Let’s take a linguist version of assuming a perfectly spherical cow in a vacuum. Suppose that your language had 100 % regular concatenative morphology, then you could write a GF grammar like this:

lincat
  S  = Str ;
  NP = { s : Str ; agr : Str } ;
  V2 = { s : Str ; compl : Str } ;

lin
  -- : NP -> V2 -> NP -> S ;
  MakeSentence subj verb obj = subj.s -- base form = Nom
                            ++ glue verb.s subj.agr
                            ++ glue obj.s verb.compl ;

oper
  -- Concatenates two strings at runtime without spaces
  glue x y = x ++ BIND ++ y ;

In this ideal world, the category for NP would just contain the morpheme that needs to be added to the verb to make it agree with the subject NP, and the category for V2 would contain the case that needs to be added to the object NP. Now (eh, since 2015 or so) that GF has the magical BIND token, which concatenates two strings at runtime without spaces, it is possible to do things this way.

Often real world morphemes aren’t all that ideal though. (My job wouldn’t exist if they were!) You could still get away with a similar solution: instead of a full inflection table of, say, 50 forms, maybe you only need 5-10 different stems where you attach only, say, 1-5 different allomorphs of whatever morphemes you now want to attach. Here’s an example in the Basque RG that demonstrates both:

let stem =
  itsaso ++ table {
      {- other cases … -} ;
      LocStem => table {
        FinalCons => BIND ++ "e" ; --mutil+e+tik
        FinalR    => BIND ++ "re" ; --txakur+re+tik
        FinalA    => BIND ++ "a" ; --neska+tik
        _         => [] } --itsaso+tik
   } ;

So, the case LocStem replaces locative cases, because they all use the same stem, and the parameter Phono with values FinalR, FinalCons, FinalA, FinalVow tells which allomorph to choose.
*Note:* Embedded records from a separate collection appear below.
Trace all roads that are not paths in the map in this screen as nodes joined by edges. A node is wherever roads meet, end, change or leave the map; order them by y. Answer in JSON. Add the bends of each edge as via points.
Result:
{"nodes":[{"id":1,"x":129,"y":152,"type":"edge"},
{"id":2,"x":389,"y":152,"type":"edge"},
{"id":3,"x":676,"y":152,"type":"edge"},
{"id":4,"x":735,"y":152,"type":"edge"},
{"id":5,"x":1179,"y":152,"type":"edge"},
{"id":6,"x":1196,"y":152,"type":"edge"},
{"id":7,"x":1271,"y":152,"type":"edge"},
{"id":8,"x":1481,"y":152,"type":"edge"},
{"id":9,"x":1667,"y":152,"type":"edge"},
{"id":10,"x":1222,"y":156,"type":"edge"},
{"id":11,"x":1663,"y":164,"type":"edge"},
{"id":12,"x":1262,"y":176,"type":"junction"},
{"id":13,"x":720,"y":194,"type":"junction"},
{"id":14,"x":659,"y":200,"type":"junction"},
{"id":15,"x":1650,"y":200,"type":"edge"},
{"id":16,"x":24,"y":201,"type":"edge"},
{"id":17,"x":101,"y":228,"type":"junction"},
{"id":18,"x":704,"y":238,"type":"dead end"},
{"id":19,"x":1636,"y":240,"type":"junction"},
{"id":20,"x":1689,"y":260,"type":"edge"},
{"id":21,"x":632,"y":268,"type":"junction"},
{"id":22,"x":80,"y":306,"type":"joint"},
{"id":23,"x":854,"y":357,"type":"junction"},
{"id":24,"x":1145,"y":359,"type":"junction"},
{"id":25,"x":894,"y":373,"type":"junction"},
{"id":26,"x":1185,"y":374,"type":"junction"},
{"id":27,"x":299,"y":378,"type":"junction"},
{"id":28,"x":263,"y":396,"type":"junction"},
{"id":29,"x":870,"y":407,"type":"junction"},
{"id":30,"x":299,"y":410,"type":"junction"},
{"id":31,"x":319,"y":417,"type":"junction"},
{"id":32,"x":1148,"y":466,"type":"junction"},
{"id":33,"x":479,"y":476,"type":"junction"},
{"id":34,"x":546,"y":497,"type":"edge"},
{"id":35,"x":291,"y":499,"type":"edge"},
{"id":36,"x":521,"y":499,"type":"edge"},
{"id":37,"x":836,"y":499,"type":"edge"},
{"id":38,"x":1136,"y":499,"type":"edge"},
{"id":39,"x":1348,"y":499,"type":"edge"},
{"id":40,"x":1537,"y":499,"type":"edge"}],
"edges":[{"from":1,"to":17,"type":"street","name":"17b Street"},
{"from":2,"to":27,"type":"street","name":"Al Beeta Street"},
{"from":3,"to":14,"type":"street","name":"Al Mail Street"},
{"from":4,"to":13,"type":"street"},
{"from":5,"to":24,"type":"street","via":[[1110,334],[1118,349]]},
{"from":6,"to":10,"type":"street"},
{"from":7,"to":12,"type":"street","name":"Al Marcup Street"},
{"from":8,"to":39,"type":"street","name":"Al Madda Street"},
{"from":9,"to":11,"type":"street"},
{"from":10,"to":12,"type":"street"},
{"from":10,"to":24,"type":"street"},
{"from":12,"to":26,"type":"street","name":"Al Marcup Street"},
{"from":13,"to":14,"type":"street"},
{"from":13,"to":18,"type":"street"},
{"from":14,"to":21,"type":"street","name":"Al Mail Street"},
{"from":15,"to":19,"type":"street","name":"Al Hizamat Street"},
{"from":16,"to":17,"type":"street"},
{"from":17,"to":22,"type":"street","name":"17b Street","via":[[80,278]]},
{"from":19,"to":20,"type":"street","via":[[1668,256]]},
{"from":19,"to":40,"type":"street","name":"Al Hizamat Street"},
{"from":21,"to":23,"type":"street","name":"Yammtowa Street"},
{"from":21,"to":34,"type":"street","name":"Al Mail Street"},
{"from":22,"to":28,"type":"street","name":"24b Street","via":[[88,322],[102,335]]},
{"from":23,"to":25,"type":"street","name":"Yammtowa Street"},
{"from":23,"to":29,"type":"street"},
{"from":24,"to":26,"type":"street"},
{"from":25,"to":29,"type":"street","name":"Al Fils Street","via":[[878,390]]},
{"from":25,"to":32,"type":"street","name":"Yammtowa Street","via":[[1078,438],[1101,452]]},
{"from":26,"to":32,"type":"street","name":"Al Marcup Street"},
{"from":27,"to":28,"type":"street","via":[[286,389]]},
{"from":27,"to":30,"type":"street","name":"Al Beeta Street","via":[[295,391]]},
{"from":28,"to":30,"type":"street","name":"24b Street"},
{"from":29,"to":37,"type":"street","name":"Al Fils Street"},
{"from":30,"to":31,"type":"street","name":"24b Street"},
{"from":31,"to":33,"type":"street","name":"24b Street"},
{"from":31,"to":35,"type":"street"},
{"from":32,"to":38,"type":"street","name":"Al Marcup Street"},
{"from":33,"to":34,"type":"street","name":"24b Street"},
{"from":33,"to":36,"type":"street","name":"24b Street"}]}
Then the locPrep oper chooses the form with parameter LocStem from its NP argument and glues its string argument into the NP.
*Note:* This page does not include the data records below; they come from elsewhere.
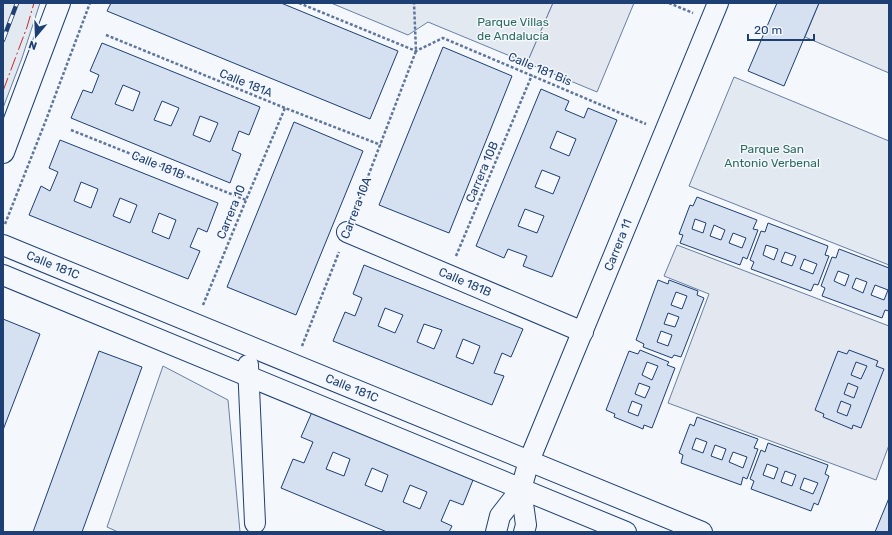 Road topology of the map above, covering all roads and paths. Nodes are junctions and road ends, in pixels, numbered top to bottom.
1 (59, 3) edge
2 (90, 3) edge
3 (298, 3) edge
4 (414, 3) edge
5 (718, 3) edge
6 (106, 35) dead end
7 (416, 51) junction
8 (532, 76) junction
9 (285, 108) junction
10 (71, 130) dead end
11 (664, 132) junction
12 (381, 144) junction
13 (3, 152) edge
14 (246, 200) junction
15 (3, 230) edge
16 (347, 232) junction
17 (3, 245) edge
18 (3, 275) edge
19 (448, 275) junction
20 (196, 324) junction
21 (583, 332) junction
22 (248, 345) junction
23 (295, 365) junction
24 (249, 376) junction
25 (529, 461) junction
26 (520, 489) junction
27 (255, 523) dead end
28 (496, 532) edge
29 (524, 532) edge
30 (626, 532) edge
31 (702, 532) edge

1 - 13 main road
2 - 15 path
3 - 7 path
4 - 7 path
5 - 11 street, Carrera 11
6 - 9 path, Calle 181A
7 - 8 path, Calle 181 Bis
7 - 12 path, Carrera 10A
8 - 11 path, Calle 181 Bis
8 - 19 path, Carrera 10B
9 - 12 path, Calle 181A
9 - 14 path, Carrera 10
10 - 14 path, Calle 181B
11 - 21 street, Carrera 11
12 - 16 path, Carrera 10A
14 - 20 path, Carrera 10
16 - 19 street, Calle 181B
16 - 23 path, Carrera 10A
17 - 20 street, Calle 181C
18 - 24 street
19 - 21 street, Calle 181B
20 - 22 street, Calle 181C
21 - 25 street, Carrera 11
22 - 23 street, Calle 181C
22 - 24 street
23 - 25 street, Calle 181C
24 - 26 street
24 - 27 street
25 - 26 street, Carrera 11
25 - 31 street, Calle 181C
26 - 28 street, Carrera 11
26 - 29 street, Carrera 11
26 - 30 street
IV. Trading size for amount: a case study in Basque

Here’s a real-life case study, where first I had few concrete categories but they were huge (verb inflection tables). I replaced those with many concrete categories that were small, and it improved the performance a lot.

If you’re reading this blog, chances are high that you know a thing or two about Basque verbs, but in case no, here’s a recap:

Agrees with subject, direct object (if it has one) and indirect object (if it has one), in all tenses and moods.
Most verbs are inflected with an auxiliary; so think “intransitive-do sleeping”, “transitive-do eating”, “ditransitive-do talking” and so on. The “✱-do” part inflects in hundreds of forms (or thousands, if we get liberal with clitics and such), but the “✱ing” part only inflects in 3 forms.
A handful of verbs have a full inflection; in the Basque linguistics jargon, these are called synthetic verbs.

What are the implications for GF grammars? First of all, the size of the verb categories can get really big, if all verbs have all the forms in an inflection table. But since most of the verbs share the inflecting part with other verbs in the same valency, putting it all in inflection tables sounds like a waste.

So in all of the verb categories in the Basque RG, there are no finite verb forms:

Verb : Type = {
  prc : Tense => Str ; -- 3 forms
  nstem : Str ;
  aux : AuxType -- <20 different values
  } ;

The participle in the prc field has only 3 forms: past, progressive and future. In the lexical categories, we only have the AuxType param, which has around 10 different values so far: the three auxiliaries, and the handful of synthetic (i.e. fully inflecting) verbs. The parameter just tells us which auxiliary or synthetic verb to choose for the verb. Furthermore, this Verb is the lincat of every single subcategory of verbs in the RG!

Here’s an example–the words Etorri, Ibili and Jakin are values of the parameter AuxType:

lin
  -- Ordinary verb, using the transitive auxiliary
  buy_V2 = mkV2 "erosi" ;

  -- Some synthetic verbs
  come_V = syntVerb1 "etorri" Etorri ; -- intrans.
  walk_V = syntVerb1 "ibili" Ibili ;   -- intrans.

  know_V2 = syntVerb2 "jakin" Jakin ;  -- trans.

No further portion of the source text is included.